For the name, I mean, not the Commission itself.
After 40 minutes of discussion about a bill that would rename the Railroad Commission of Texas and make other significant changes to the agency that regulates the oil and gas industry, the Senate passed the measure Thursday with a 21-0 vote.
Senate Bill 212, carried by state Sen. Robert Nichols, R-Jacksonville, would rename the agency the Texas Energy Resources Commission. That would reflect its current duties, which no longer include railroads.
A companion bill, House Bill 2166, is moving through the House. [Thursday] morning the House Energy Resources Committee voted to forward the measure to the full House.
SB 212 would also tighten some of the ethics rules governing the Railroad Commission. The commission is headed by three elected officials, who get many of their contributions from the oil and gas groups, despite also regulating them.
The legislation came about because of “sunset,” the periodic review of state agencies that evaluates their effectiveness and results in a bill to address problems.
The bill would require the Railroad Commissioners to resign before running for another office, and it would prevent them from receiving contributions from groups arguing cases before the commission as those cases were being argued. It would also forbid the commissioners from accepting campaign contributions except during the 17 months before their election. (The commissioners are each elected for six-year terms.)

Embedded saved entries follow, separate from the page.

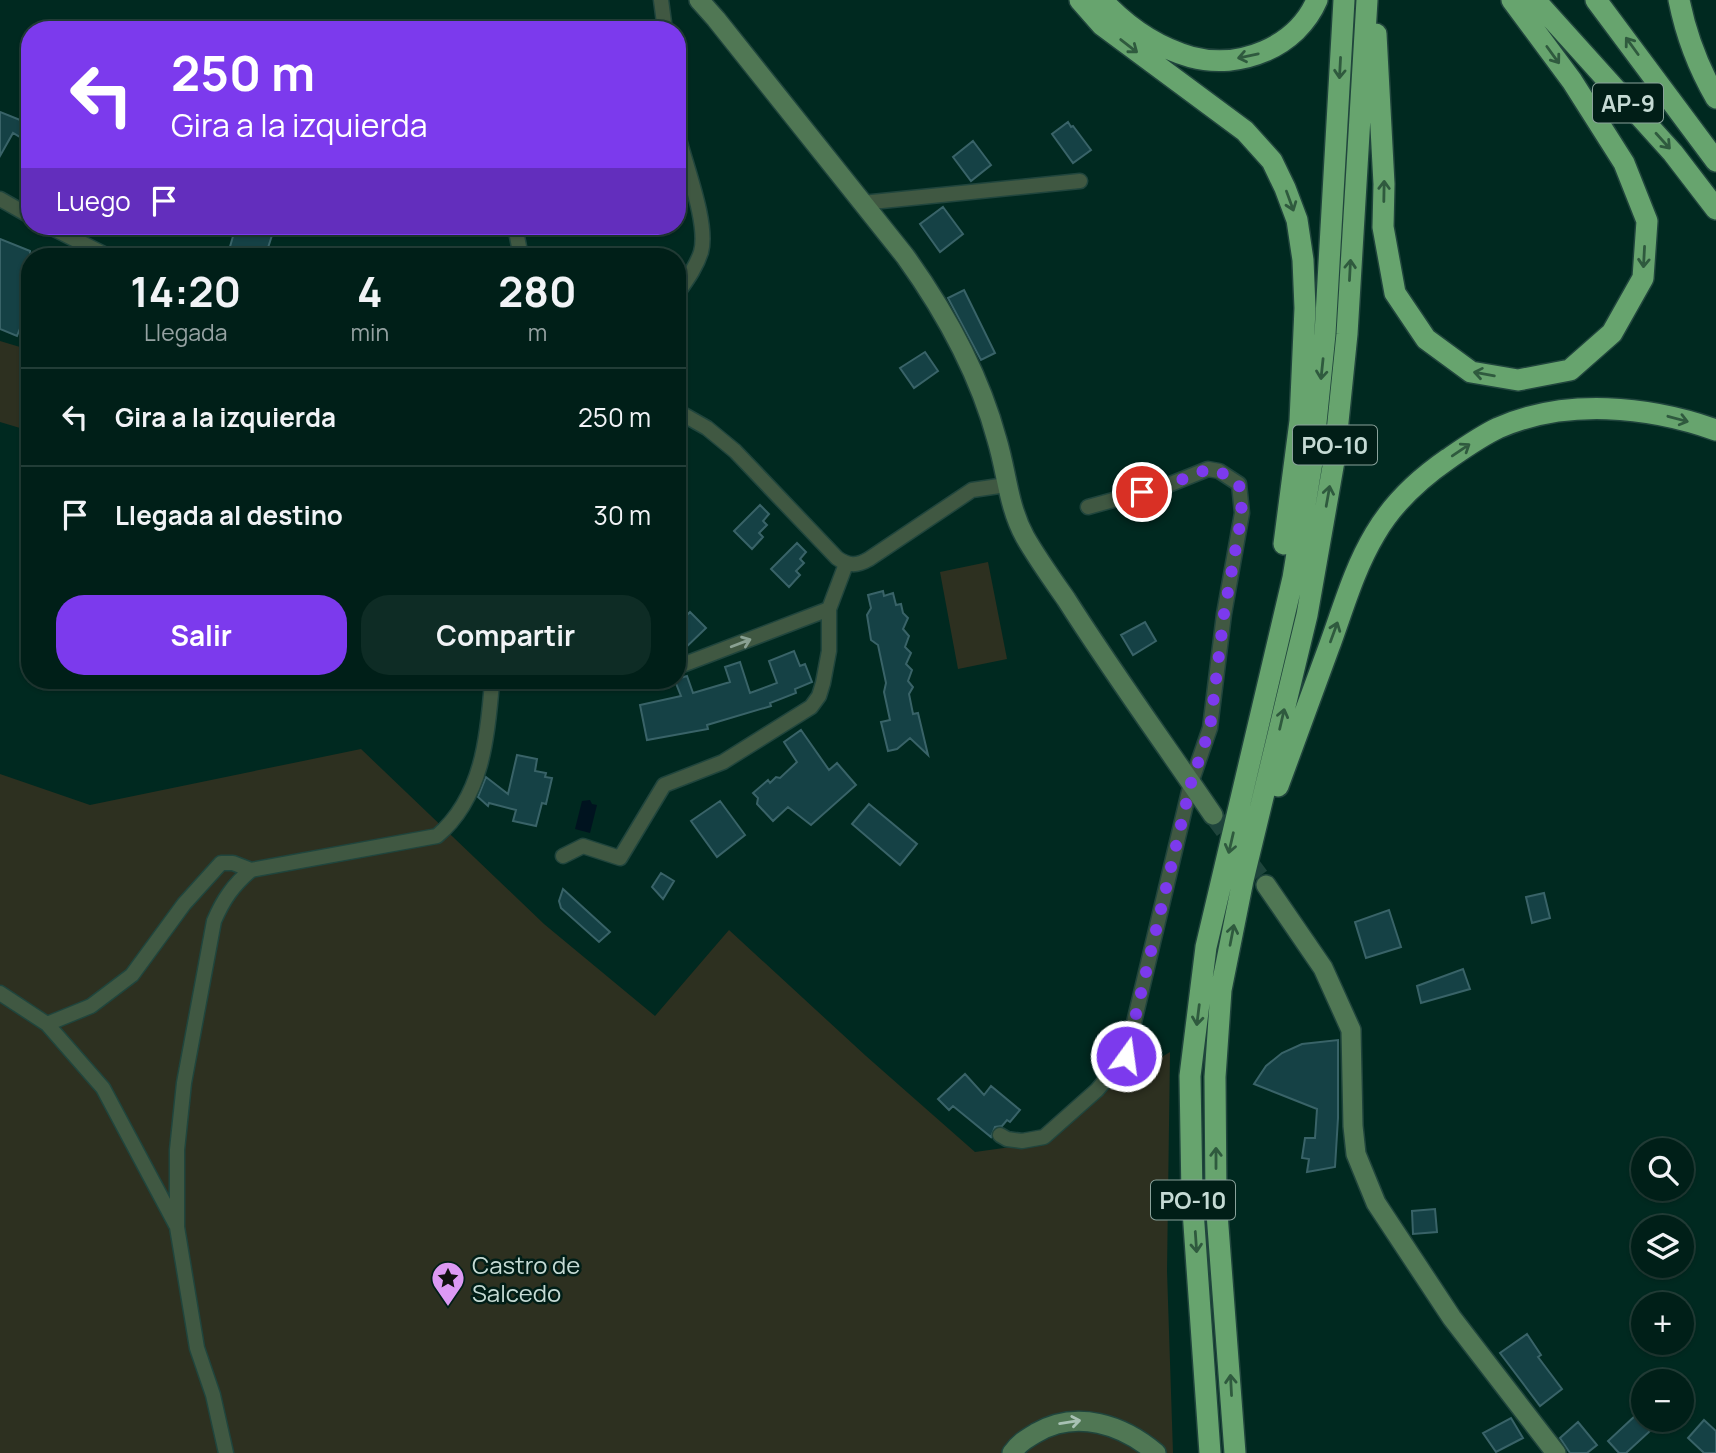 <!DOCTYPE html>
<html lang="es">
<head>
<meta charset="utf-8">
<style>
	:root { --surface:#001f18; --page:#0e2c25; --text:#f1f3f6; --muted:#95a2a2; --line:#223d37; --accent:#7c3aed }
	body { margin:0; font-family:Manrope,sans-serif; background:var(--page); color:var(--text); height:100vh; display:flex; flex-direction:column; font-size:26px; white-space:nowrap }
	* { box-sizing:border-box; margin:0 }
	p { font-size:23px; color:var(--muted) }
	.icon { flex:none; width:38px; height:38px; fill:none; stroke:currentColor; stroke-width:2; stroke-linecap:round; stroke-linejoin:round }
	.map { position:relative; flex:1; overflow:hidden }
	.drawer { position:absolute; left:21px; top:248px; width:665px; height:441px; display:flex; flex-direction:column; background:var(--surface); border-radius:28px; box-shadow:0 2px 5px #0004,0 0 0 2px var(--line) }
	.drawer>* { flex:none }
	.guide { position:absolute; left:21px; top:21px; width:665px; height:214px; border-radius:28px; box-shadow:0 2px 5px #0004,0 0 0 2px var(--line); background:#7c3aed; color:#fff; overflow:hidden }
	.controls { position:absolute; left:1631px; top:1138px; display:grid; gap:14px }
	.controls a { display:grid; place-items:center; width:63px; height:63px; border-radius:50%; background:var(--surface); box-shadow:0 2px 5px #0004,0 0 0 2px var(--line); font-size:35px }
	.pin { position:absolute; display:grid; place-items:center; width:60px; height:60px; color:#fff; margin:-30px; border:4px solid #fff; border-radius:50%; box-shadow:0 2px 7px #0007 }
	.me { position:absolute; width:77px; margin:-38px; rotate:14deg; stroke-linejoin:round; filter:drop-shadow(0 0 5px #0008) }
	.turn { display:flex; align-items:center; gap:24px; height:147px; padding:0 35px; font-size:32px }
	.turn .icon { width:91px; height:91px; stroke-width:2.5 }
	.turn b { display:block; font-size:49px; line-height:60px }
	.then { display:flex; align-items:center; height:66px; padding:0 35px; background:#0003; gap:14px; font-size:26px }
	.eta { display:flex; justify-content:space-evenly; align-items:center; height:119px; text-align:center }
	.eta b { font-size:42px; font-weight:700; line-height:49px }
	.cta { display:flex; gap:14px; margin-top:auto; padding:14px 35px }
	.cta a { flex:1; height:80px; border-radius:28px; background:var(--accent); color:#fff; font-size:28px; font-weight:700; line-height:80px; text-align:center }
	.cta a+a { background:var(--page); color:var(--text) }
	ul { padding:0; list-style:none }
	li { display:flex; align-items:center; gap:21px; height:98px; padding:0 35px; border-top:2px solid var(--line) }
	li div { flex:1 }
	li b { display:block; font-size:26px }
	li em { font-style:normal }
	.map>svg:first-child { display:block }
</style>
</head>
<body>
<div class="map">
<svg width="1716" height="1453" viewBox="0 0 1716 1453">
	<rect width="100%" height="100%" fill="#002920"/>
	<!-- green -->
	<path fill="#2d3020" d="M0,341L30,350V431L0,422Z
		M988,562L1007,659L958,669L940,572Z
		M361,749L544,924L655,1016L729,930L866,1056L975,1152L1047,1142L1099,1095L1170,1052L1167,1271L1173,1453H0V774L90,805Z"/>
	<!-- water -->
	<path fill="#00131f" d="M590,800L592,804L597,805L590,833L575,829L582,801Z"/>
	<!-- building -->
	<path fill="#154145" stroke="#396368" stroke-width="2" d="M0,112L30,124V143L13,133L0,156Z
		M1068,122L1071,127L1073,126L1091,150L1073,163L1052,134Z
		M973,141L991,165L971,181L953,157Z
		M943,207L963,234L940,252L920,224Z
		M236,226H275L265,257H227Z
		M0,239L30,251V303L17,336L0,329Z
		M964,290L995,353L981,360L948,298Z
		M925,352L938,371L914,388L900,368Z
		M760,505L769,514L763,521L767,525L759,533L763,537L752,549L734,531Z
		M797,543L806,552L800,559L804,563L796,571L800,575L789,587L771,569Z
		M883,591L884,596L893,593L896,605L901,604L903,613L908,618L903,629L909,636L905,647L911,653L906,664L912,670L908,681L913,687L909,694L913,714L918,713L928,755L910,738L897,749L888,751L881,722L890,720L884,692L886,683L878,645L871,640L867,615L871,608L868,595Z
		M690,612L706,628L677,656V625Z
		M1145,622L1156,641L1133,655L1121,635Z
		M794,651L800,666L805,664L812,682L795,689L796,693L770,703L771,706L707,725L708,729L647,740L640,705L681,696L675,681L677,679L687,676L693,693L730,682L725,667L740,662L750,693L777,683L769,661Z
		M801,730L829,770L837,763L856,785L811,825L788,807L773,821L757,804L758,798L753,793L768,780L770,783L776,777L780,778L797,762L784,742Z
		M517,755L537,759L535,771L546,773L545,777L552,778L546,804L542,803L536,826L513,821L516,810L489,803L488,806L478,797L486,777L508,794Z
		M720,801L745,835L717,857L691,821Z
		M869,804L917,844L900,865L852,824Z
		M661,873L674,881L663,899L652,887Z
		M563,889L610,932L599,942L561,908L559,901Z
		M1544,893L1550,918L1532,923L1526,897Z
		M1389,910L1401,947L1366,958L1355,922Z
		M1463,969L1470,989L1421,1003L1417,986Z
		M1338,1040V1118L1335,1167L1307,1172L1309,1159L1302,1158L1305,1138H1315L1317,1109L1254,1084L1266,1066L1282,1053L1302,1044Z
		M965,1074L984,1095L991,1086L1020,1110L1010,1122L1007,1120L1002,1126L995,1127L991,1137L953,1106L949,1110L938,1099Z
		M1435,1209L1437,1232L1413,1234L1412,1211Z
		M1527,1334L1541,1355L1538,1357L1562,1389L1540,1406L1500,1353Z
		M1636,1415L1650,1431L1626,1453H1619L1608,1441Z
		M1511,1418L1523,1438L1496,1452L1483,1433Z
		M1704,1420L1716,1431V1453H1704L1688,1438Z
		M1578,1422L1597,1445L1587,1453H1570L1560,1438Z"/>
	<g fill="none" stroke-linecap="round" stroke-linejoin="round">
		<!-- secondary-tunnel -->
		<path stroke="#1e443b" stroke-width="19" stroke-dasharray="19 10" stroke-linecap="butt" d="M1213,815L1266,885"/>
		<defs>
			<path id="street" d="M661,0L665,30
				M677,131C684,162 709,223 701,252C696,268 686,281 677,294
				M0,199L30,216
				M862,203L1080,181
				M48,226L110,257
				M515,226L521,257
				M677,411L707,428L735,451L837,558C848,566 857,566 869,559L972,490L1006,485
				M677,667L829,609
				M626,681H637
				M563,856L583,846L620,858L664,785L723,762L811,707L819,696L823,683L829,651V609L846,564
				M0,993L47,1024L91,1006L132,975L184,904L221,863H233L251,870
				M47,1024L103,1088L176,1225
				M1000,1135L1007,1139L1022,1141L1044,1137L1097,1090L1126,1056L1191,783L1210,728L1224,614L1242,513L1239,484L1219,471L1208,469L1168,485L1088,507
				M226,1453L213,1395L197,1348L177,1227V1150L184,1083L214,921C223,900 233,885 251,870L437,836C482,798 488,737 492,681"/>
			<path id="secondary" d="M699,0L716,19L905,256C946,313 979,373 997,440C1007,473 1008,506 1025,537C1037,558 1052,579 1066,599C1113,673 1164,743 1213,815
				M1266,885L1323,968L1351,1030L1353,1126L1356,1154L1376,1203L1452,1318L1556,1453
				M1012,1453C1019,1443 1026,1439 1036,1433C1077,1409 1123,1425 1156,1453"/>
			<path id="highway" d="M1080,0L1102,25L1245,131L1272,161L1285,188L1297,220L1303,260L1305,308L1300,421L1284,544
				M1102,0C1126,26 1156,47 1191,57C1240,70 1297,47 1317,0
				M1535,0L1673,153L1716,209
				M1596,0L1716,161
				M1679,0C1686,35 1698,67 1716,98
				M1376,34L1384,184L1383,227L1395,293L1426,339L1471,372L1518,380L1570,370L1612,333L1643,278L1647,221L1624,163L1572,81L1512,0
				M1278,786C1295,740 1312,694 1329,647C1343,609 1354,569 1375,534C1393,503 1419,479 1448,459C1464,448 1481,436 1498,428C1566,398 1648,406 1716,430
				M1210,1453L1192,1196L1190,1076L1206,947L1293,578L1312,462L1325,334L1344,0
				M1235,1453L1216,1200L1215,1077L1221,990L1243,880L1307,615L1334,461L1347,334L1367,0"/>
		</defs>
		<!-- street casing -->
		<use href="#street" stroke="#20453d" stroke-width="17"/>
		<!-- secondary casing -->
		<use href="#secondary" stroke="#20453d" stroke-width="22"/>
		<!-- highway casing -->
		<use href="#highway" stroke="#20453d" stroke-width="24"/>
		<!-- street -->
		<use href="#street" stroke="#405842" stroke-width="14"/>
		<!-- secondary -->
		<use href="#secondary" stroke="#507754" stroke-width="19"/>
		<!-- highway -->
		<use href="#highway" stroke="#67a46e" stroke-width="21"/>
	</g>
	<!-- one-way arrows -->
	<defs><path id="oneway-shaft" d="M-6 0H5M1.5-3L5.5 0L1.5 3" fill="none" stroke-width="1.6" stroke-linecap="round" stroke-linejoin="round" transform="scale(1.75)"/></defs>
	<g stroke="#2f5a3e">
		<use href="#oneway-shaft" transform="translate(1129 46) rotate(38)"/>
		<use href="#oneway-shaft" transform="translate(1632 46) rotate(-126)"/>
		<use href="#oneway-shaft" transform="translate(1553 55) rotate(54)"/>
		<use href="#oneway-shaft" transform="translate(1248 56) rotate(168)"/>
		<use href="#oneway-shaft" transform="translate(1340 68) rotate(93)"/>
		<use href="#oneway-shaft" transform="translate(1663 141) rotate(48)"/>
		<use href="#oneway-shaft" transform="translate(1384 191) rotate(-89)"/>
		<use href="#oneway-shaft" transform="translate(1290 201) rotate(70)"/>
		<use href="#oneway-shaft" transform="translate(1644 257) rotate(93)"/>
		<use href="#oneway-shaft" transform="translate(1350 270) rotate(-87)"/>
		<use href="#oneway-shaft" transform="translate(1322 369) rotate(96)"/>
		<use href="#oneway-shaft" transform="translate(1484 374) rotate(-170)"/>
		<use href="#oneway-shaft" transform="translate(1678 419) rotate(15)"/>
		<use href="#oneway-shaft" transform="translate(1461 450) rotate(-34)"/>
		<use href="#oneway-shaft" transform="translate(1328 496) rotate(-80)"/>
		<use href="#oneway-shaft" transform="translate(1334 632) rotate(-70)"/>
		<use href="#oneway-shaft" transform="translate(1282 719) rotate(-77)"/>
		<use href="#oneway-shaft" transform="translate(1231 843) rotate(103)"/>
		<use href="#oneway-shaft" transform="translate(1232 935) rotate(-79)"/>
		<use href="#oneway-shaft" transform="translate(1198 1015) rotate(97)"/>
		<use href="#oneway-shaft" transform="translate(1216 1158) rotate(-90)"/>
		<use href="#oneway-shaft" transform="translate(1196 1242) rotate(86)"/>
		<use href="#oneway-shaft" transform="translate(1231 1385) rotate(-93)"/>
	</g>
	<use stroke="#89a092" href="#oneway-shaft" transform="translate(741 643) rotate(-21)"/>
	<use stroke="#a8c1b4" href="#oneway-shaft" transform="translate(1070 1422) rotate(-9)"/>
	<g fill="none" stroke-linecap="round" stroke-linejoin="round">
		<!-- route -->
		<path stroke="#7c3aed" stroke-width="12" stroke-dasharray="0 21.6" d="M1126,1056L1191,783L1210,728L1224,614L1242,513L1239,484L1219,471L1208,469L1168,485L1142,492"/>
	</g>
	<!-- icons -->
	<defs>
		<symbol id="sight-pin" viewBox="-11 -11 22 30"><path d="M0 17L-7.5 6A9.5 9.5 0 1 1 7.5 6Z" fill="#dc99f4" stroke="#011e17"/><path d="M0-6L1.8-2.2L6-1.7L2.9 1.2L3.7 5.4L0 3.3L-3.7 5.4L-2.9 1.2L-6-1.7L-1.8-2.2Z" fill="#111"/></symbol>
	</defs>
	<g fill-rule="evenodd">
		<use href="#sight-pin" x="429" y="1259" width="38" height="52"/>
	</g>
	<g text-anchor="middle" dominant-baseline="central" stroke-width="5" stroke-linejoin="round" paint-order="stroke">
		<!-- shield labels -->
		<g fill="#011e17" stroke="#8aa29b" stroke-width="2">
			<rect x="1593" y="83.5" width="70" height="39" rx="5"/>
			<rect x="1293" y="425.5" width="84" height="39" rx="5"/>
			<rect x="1151" y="1180.5" width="84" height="39" rx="5"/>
		</g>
		<g font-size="23" font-weight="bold" fill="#c5dad4">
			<text x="1628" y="103">AP-9</text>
			<text x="1335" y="445">PO-10</text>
			<text x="1193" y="1200">PO-10</text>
		</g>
		<!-- poi labels -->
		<g font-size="24" fill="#c5dad4" stroke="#011e17" text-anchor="start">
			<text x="472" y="1264">Castro de<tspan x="472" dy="28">Salcedo</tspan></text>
		</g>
	</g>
</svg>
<div class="controls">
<a><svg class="icon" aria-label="search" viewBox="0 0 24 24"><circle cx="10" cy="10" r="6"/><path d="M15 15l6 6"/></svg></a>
<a><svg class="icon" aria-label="layers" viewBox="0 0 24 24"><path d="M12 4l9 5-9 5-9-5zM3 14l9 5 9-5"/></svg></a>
<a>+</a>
<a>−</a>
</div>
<div class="pin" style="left:1142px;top:492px;background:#d93025"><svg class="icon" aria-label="arrive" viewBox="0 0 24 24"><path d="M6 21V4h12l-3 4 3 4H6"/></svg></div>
<svg class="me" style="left:1126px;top:1056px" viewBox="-20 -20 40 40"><circle r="17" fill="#7c3aed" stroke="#fff" stroke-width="3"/><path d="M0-11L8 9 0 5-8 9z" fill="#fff"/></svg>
<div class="guide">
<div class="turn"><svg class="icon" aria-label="left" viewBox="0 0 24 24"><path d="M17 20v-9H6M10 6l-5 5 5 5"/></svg><div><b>250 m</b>Gira a la izquierda</div></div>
<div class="then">Luego<svg class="icon" aria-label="arrive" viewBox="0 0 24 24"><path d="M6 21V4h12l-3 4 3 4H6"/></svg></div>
</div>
<section class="drawer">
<div class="eta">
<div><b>14:20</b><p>Llegada</p></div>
<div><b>4</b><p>min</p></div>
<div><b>280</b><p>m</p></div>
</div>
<ul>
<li><svg class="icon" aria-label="left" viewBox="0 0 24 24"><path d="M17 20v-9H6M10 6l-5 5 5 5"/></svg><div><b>Gira a la izquierda</b></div><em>250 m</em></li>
<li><svg class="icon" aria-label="arrive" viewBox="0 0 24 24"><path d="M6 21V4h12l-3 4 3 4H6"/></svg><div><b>Llegada al destino</b></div><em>30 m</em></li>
</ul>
<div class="cta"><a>Salir</a><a>Compartir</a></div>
</section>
</div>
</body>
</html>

The three commissioners have opposed these ethics changes, arguing that they single out the commission. Commissioners should be treated like other elected officials, they said.
See here for the background. I’m sad that Sen. Glen Hegar’s suggested name “T-DOG” wasn’t adopted. As for the commissioners’ complaints, I don’t have much sympathy. Because the have six-year terms, they have a lot more freedom to go shopping for other offices than other statewide candidates do. They’re guaranteed one shot at the four-year cycle offices every term if they want to take it. I for one would be happy to support extending the same campaign finance restrictions to the other statewides as well, but the lack of such a restriction on them right now is not a sufficient reason to not have such a provision in SB212. HB2166 doesn’t have some of the ethics restrictions that SB212 does, and the way things go around here it won’t surprise me at all if that’s the version that prevails. It’s fine by me if the restrictions stay, though.
They had an unfortunate typo on the Trib article, when they said “21-0.” It made it seem like either a large faction of Democrats or Tea Party opposed it. The real roll call was 31-0.
How would truth in advertising make the Railroad Commission any better?
For years, the government agency that is supposed to regulate the oil and gas industry in the oil and gas capital of the free world has gone under the dubious and misleading title, “Railroad Commission.” This let them fly completely under the radar, as 80% of the people I know have no idea of what they do!
If you start giving appropriate names to these agencies and people are likely to begin to expect stuff from them. What’s next? A governor that governs? A oversight committee that oversees?